Cultivation & Propagation
E. laevifolius grows well, but slowly in cultivation. Its semi-deciduous habit makes younger plants rather untidy in appearance, but the final product is worth this temporary inconvenience! The plant needs fairly sunny conditions and a well-drained site. Frequent watering in summer should be followed by much less in winter, especially if the leaves become brown. The species is frost-tolerant.
The description of Encephalartos laevifolius is in Joseph Burtt Davy’s publication “A Manual of the Flowering Plants and Ferns of the Transvaal” published in 1926. The epithet “laevifolius” is derived from the Latin “levus” (often incorrectly “laevus“) and meaning smooth, i.e. “laevifolius” literally means “smooth-leaved” and emphasises the distinction from the wooliness of E. lanatus.
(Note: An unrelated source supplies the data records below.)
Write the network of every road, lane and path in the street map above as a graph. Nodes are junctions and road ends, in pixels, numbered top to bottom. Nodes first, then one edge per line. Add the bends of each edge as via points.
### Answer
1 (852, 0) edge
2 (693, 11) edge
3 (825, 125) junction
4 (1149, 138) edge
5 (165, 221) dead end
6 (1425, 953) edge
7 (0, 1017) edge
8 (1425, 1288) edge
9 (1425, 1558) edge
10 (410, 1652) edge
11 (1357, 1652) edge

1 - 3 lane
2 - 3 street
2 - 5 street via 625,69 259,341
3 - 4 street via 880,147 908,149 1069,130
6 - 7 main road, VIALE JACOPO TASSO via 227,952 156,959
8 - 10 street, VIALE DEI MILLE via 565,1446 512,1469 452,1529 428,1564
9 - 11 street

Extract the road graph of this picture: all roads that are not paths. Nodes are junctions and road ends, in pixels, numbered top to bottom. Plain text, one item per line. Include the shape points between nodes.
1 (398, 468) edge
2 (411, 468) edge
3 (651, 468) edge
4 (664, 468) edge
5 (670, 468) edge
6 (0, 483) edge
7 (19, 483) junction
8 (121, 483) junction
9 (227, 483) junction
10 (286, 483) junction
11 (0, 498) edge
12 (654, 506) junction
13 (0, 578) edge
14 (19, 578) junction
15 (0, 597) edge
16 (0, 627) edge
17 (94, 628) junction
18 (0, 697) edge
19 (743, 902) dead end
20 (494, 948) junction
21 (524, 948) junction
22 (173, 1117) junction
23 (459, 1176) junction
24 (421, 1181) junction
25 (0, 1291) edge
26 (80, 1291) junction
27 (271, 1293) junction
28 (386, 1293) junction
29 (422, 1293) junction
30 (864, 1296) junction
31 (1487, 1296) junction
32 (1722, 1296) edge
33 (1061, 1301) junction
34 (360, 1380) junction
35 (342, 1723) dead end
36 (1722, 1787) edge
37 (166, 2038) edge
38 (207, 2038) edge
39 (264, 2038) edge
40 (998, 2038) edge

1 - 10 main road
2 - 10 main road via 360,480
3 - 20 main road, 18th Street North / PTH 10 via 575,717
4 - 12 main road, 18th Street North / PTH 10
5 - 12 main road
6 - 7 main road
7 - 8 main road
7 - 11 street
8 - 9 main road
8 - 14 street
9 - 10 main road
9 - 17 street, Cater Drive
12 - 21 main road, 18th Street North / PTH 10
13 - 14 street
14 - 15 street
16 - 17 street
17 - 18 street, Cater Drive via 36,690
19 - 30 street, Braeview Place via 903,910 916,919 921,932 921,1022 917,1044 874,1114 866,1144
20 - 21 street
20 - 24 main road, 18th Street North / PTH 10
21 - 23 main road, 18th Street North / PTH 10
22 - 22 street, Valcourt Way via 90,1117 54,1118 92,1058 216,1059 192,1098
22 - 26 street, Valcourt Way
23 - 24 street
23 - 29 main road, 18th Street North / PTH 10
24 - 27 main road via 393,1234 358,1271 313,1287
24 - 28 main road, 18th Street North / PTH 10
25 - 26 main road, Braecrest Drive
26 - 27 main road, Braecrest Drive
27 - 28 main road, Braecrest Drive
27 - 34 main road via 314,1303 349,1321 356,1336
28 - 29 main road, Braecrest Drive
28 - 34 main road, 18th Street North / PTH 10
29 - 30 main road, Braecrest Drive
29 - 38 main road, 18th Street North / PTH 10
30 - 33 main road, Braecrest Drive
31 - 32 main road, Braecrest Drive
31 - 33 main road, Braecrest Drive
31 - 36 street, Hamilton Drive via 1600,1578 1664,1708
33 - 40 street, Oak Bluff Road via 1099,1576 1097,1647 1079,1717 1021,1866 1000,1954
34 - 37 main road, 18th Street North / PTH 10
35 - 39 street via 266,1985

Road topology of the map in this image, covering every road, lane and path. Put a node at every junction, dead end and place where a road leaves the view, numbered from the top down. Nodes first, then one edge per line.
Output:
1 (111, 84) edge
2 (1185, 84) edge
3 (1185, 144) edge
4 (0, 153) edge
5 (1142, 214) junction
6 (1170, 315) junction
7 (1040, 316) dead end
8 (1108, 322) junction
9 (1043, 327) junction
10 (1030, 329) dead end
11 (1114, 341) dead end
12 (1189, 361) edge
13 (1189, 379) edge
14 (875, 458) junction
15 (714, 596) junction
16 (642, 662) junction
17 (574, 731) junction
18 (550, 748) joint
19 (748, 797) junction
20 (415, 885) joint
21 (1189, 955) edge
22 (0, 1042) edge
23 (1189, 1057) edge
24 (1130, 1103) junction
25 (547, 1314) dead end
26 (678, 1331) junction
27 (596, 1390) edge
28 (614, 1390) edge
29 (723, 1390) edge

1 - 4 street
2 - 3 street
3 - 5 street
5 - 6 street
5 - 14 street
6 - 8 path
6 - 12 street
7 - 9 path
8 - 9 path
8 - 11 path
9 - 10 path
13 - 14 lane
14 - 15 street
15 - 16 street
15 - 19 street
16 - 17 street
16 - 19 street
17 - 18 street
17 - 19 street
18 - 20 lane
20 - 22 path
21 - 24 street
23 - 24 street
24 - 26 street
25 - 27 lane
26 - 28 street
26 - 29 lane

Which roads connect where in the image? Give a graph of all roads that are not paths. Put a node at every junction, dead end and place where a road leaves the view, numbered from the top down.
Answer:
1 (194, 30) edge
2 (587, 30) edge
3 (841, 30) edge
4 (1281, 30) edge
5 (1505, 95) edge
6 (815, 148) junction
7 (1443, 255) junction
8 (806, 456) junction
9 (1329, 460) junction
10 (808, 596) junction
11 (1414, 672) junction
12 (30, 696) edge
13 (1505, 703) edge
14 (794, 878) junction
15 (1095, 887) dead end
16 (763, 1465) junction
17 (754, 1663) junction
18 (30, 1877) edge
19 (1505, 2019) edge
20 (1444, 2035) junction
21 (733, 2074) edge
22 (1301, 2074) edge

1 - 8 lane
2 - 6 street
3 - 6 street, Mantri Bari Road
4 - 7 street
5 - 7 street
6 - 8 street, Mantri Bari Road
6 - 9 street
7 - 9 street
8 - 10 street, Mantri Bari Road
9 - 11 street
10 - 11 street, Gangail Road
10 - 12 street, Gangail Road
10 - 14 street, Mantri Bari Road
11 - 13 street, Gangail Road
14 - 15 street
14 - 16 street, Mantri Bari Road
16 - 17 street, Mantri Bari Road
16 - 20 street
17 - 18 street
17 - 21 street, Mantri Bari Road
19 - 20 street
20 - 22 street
Hutchinson and Rattray, in 1933, grouped E. lanatus and E. laevifolius together, but Henderson’s major revision in 1945 re-established them as separate species. The type specimen of E. laevifolius, collected by W. Todd some 70 years ago (the date was unfortunately not recorded), is filed in the Kew Herbarium with a duplicate in the Natal Herbarium. These specimens were said to have come from “Moodies, near Barberton” but Dr. Dyer pointed out later that they were most probably collected nearer to Nelspruit than Barberton. A search through the B.R.I. herbarium records in Pretoria showed that specimens were collected by J.J. van Nouhuys (1929), L. Leibenberg (1934) and subsequently by many other workers including Drs Dyer, Verdoorn and Henderson.
A useful set of points to distinguish E. laevifolius and E. lanatus is given in Cynthia Giddy’s book under the former species description. No hybrids between E. laevifolius and any other species are known despite their proximity in habitat to several other Eastern Transvaal species. A suggestion that E. heenanii is in fact a cross of E. laevifolius and E. paucidentatus has not yet been properly tested and deserves attention.
E. laevifolius is endangered as much of the previous potential or actual habitat area has been put to forestry use. A second threat to the plants has been the unfortunate raids by plant racketeers, and despite the restricted access to the area, this plundering continues. The main population at Kaapsehoop is probably less than one thousand in number.